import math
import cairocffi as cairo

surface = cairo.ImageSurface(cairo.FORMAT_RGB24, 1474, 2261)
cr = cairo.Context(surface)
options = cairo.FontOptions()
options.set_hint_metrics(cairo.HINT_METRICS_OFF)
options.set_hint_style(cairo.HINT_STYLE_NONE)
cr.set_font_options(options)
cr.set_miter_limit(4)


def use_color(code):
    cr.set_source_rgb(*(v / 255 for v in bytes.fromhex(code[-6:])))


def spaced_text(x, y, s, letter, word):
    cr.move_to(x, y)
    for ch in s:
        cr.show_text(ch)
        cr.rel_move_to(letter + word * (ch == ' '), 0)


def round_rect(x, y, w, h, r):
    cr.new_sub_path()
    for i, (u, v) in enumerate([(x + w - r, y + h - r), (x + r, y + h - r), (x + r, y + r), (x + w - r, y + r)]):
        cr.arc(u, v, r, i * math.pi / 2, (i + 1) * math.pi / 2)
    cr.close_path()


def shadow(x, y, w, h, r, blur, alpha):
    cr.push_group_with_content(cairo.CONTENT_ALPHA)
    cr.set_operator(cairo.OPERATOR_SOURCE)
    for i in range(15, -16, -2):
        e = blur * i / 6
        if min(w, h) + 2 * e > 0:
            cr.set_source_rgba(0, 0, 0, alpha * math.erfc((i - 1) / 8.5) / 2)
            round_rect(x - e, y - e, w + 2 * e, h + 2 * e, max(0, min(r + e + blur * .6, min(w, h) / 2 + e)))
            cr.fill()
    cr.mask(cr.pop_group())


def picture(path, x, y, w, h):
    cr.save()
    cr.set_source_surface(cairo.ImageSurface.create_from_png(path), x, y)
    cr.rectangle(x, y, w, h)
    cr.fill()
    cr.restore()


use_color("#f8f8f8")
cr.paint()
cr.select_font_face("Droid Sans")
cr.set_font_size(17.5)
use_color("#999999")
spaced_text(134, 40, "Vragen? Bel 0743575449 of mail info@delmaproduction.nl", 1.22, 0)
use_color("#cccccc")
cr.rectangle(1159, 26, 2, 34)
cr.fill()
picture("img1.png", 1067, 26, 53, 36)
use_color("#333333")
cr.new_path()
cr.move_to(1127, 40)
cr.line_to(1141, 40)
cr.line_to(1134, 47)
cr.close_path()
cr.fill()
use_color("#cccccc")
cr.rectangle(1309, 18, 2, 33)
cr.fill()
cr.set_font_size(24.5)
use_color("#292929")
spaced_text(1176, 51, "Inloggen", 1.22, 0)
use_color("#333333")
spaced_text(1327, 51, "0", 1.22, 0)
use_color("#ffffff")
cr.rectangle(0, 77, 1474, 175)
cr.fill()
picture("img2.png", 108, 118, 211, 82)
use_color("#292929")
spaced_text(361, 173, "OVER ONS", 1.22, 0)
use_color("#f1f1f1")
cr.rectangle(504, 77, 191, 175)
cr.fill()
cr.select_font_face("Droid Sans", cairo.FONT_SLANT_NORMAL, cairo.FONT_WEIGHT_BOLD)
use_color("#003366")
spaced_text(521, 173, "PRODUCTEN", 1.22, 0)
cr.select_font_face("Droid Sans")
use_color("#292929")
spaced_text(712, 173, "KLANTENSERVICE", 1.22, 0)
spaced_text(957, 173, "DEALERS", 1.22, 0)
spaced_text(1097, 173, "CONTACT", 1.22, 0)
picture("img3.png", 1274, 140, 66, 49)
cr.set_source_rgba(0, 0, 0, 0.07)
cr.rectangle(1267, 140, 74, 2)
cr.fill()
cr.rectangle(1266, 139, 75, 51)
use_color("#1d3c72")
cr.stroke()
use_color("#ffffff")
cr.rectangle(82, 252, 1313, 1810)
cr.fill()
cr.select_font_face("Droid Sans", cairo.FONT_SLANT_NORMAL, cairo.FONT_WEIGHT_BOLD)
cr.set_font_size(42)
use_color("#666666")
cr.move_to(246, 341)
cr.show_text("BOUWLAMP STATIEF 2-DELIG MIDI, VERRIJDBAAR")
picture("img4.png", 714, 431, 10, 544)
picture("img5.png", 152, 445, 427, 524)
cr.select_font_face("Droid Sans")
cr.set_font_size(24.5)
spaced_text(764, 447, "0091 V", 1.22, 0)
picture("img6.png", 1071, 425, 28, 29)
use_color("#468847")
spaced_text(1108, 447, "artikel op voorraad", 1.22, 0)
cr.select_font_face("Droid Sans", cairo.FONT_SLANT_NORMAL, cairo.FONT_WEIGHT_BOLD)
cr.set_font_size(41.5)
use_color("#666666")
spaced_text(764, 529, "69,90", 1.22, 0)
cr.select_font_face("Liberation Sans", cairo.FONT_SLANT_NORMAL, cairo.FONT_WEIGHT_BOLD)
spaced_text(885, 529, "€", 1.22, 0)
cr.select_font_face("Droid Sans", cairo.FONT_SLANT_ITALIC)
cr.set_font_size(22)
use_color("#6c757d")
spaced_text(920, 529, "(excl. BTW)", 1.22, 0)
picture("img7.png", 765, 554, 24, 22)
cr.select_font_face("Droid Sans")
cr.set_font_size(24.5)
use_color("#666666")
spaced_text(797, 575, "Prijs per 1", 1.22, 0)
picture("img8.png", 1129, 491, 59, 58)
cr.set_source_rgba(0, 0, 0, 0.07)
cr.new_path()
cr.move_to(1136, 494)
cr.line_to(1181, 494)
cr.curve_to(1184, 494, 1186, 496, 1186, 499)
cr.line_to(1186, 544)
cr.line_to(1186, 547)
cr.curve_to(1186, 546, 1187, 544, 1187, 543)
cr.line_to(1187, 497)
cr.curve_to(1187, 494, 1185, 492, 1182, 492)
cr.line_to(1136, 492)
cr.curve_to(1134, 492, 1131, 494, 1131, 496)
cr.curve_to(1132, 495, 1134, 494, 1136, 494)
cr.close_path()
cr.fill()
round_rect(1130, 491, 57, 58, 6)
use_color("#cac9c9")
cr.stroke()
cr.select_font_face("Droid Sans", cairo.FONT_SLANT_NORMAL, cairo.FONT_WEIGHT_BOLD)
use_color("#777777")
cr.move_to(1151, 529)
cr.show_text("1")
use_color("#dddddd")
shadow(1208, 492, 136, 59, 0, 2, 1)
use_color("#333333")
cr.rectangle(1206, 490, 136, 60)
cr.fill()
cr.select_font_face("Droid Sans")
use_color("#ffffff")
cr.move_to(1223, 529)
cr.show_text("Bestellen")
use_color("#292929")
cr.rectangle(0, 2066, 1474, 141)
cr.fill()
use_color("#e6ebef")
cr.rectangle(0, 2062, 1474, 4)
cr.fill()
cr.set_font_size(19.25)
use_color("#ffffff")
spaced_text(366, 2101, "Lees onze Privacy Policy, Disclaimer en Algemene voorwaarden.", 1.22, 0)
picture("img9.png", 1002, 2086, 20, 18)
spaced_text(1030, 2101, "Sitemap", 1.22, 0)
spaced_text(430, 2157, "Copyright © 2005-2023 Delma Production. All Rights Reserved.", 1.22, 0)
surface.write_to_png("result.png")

- _Activity_: Which lines run from the one holding "for i, (u, v)" through the one holding "cr.restore()" in the records above? Repeat them exactly, both included, and nothing more.

- _Exercise answer_:
    for i, (u, v) in enumerate([(x + w - r, y + h - r), (x + r, y + h - r), (x + r, y + r), (x + w - r, y + r)]):
        cr.arc(u, v, r, i * math.pi / 2, (i + 1) * math.pi / 2)
    cr.close_path()


def shadow(x, y, w, h, r, blur, alpha):
    cr.push_group_with_content(cairo.CONTENT_ALPHA)
    cr.set_operator(cairo.OPERATOR_SOURCE)
    for i in range(15, -16, -2):
        e = blur * i / 6
        if min(w, h) + 2 * e > 0:
            cr.set_source_rgba(0, 0, 0, alpha * math.erfc((i - 1) / 8.5) / 2)
            round_rect(x - e, y - e, w + 2 * e, h + 2 * e, max(0, min(r + e + blur * .6, min(w, h) / 2 + e)))
            cr.fill()
    cr.mask(cr.pop_group())


def picture(path, x, y, w, h):
    cr.save()
    cr.set_source_surface(cairo.ImageSurface.create_from_png(path), x, y)
    cr.rectangle(x, y, w, h)
    cr.fill()
    cr.restore()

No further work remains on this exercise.